Gas-filled, or air-filled lesions in bone are known as pneumocysts. When a pneumocyst is found in a bone it is called an intraosseous pneumocyst, or a vertebral pneumocyst when found in a vertebra.

== Cause ==
A pneumatocele results when a lung laceration, a cut or tear in the lung tissue, fills with air. A rupture of a small airway creates the air-filled cavity. Pulmonary lacerations that fill with blood are called pulmonary hematomas. In some cases, both pneumatoceles and hematomas exist in the same injured lung. A pneumatocele can become enlarged, for example when the patient is mechanically ventilated or has acute respiratory distress syndrome, in which case it may not go away for months.

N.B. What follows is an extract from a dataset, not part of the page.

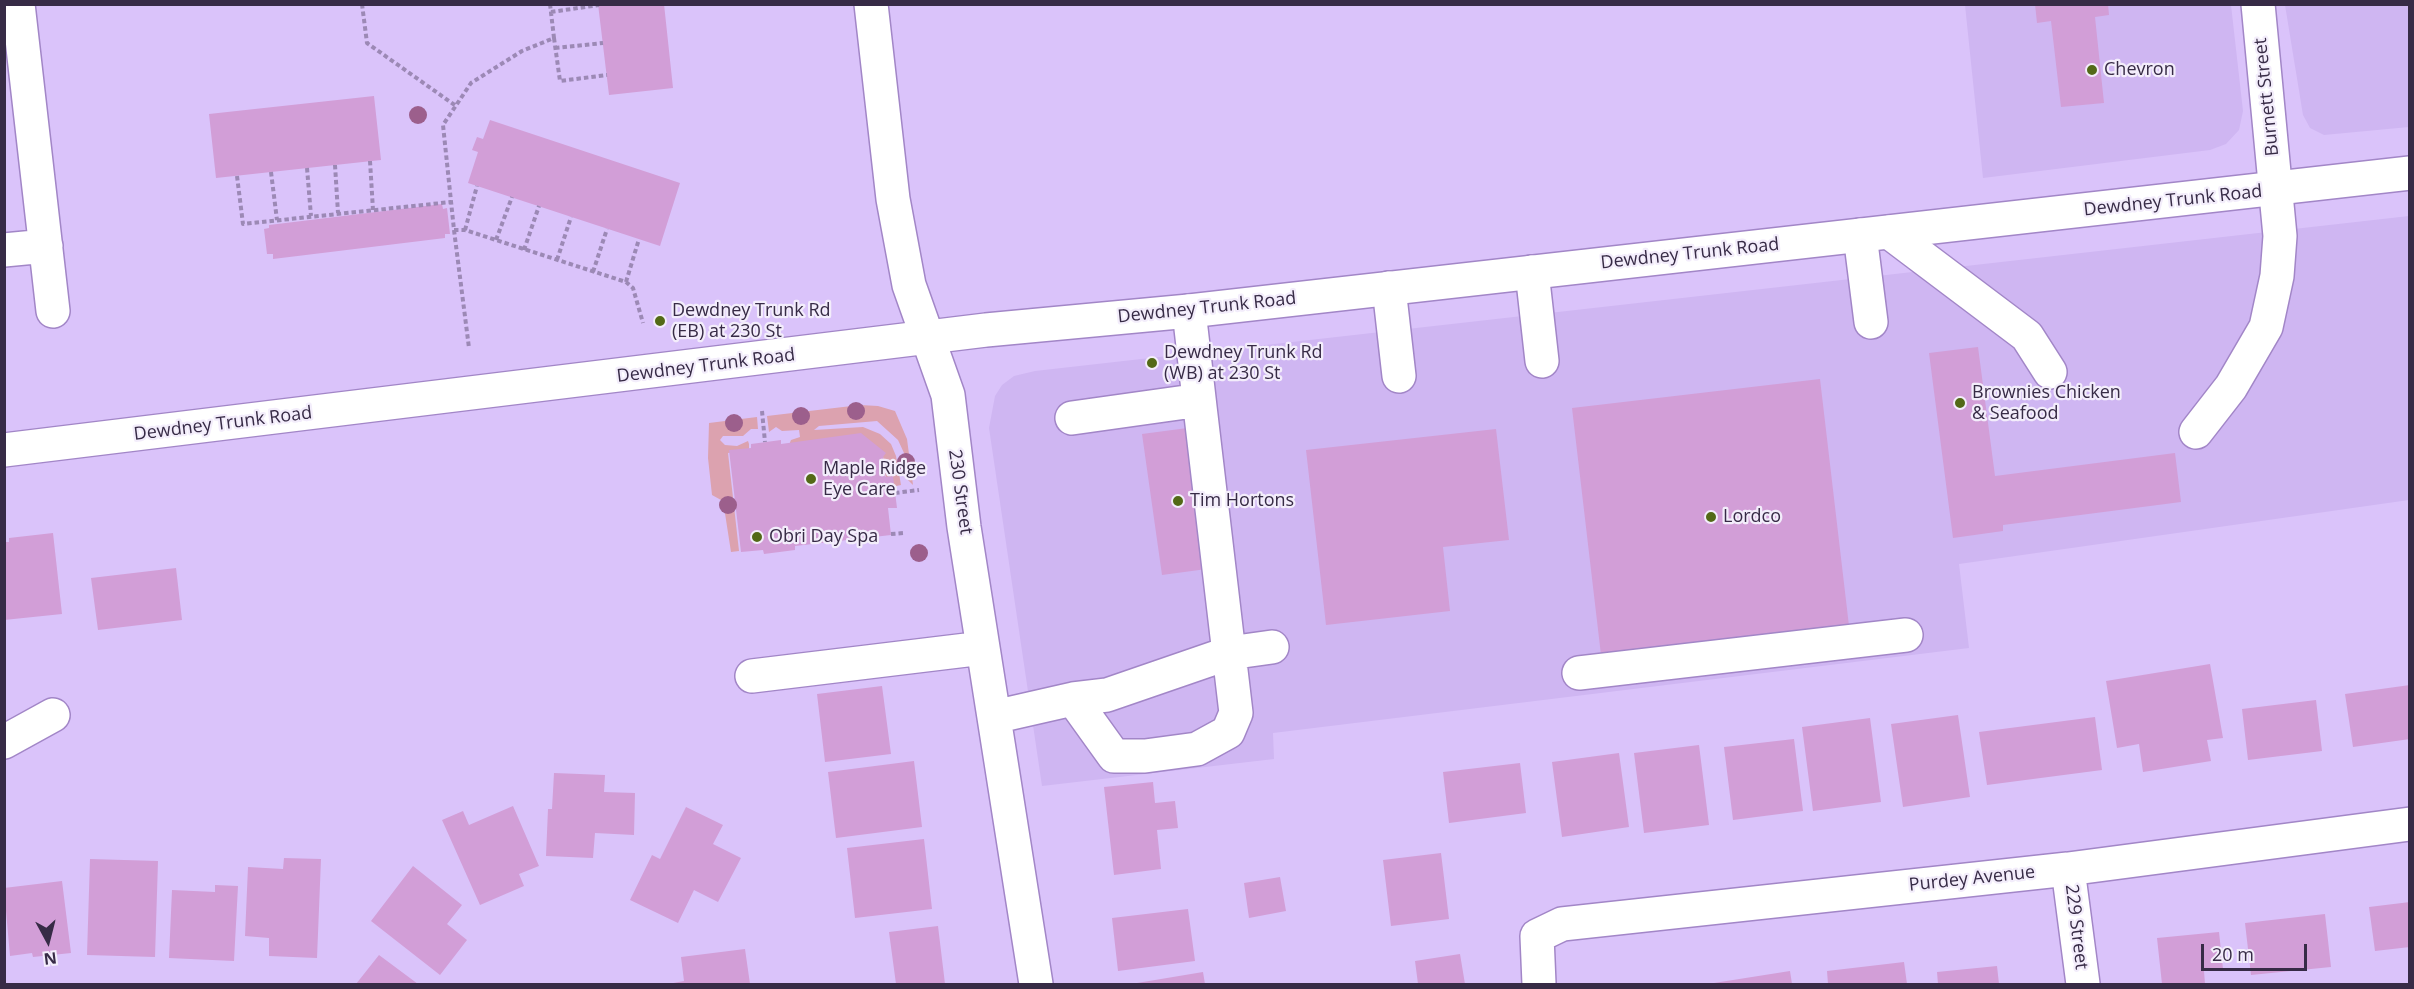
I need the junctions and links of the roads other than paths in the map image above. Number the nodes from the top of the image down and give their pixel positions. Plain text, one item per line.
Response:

Intraosseous pneumatocysts in the bone are rare and of unclear origin. They are benign and usually without symptoms. They are also found around a sacroiliac joint, and there has been one reported case of an acetabular pneumocyst.

== Diagnosis ==
Diagnosis can be made using chest X-ray; the lesion shows up as a small, round area filled with air. Computed tomography can give a more detailed understanding of the lesion. Differential diagnoses – other conditions that could cause similar symptoms as pneumatocele include lung cancer, tuberculosis, and a lung abscess in the setting of hyper IgE syndrome (a.k.a. Job's syndrome), as a complication of COVID-19 pneumonitis, or on its own, often caused by Staphylococcus aureus infection during cystic fibrosis.

== Management and treatment ==
Treatment typically is supportive and includes monitoring and observation.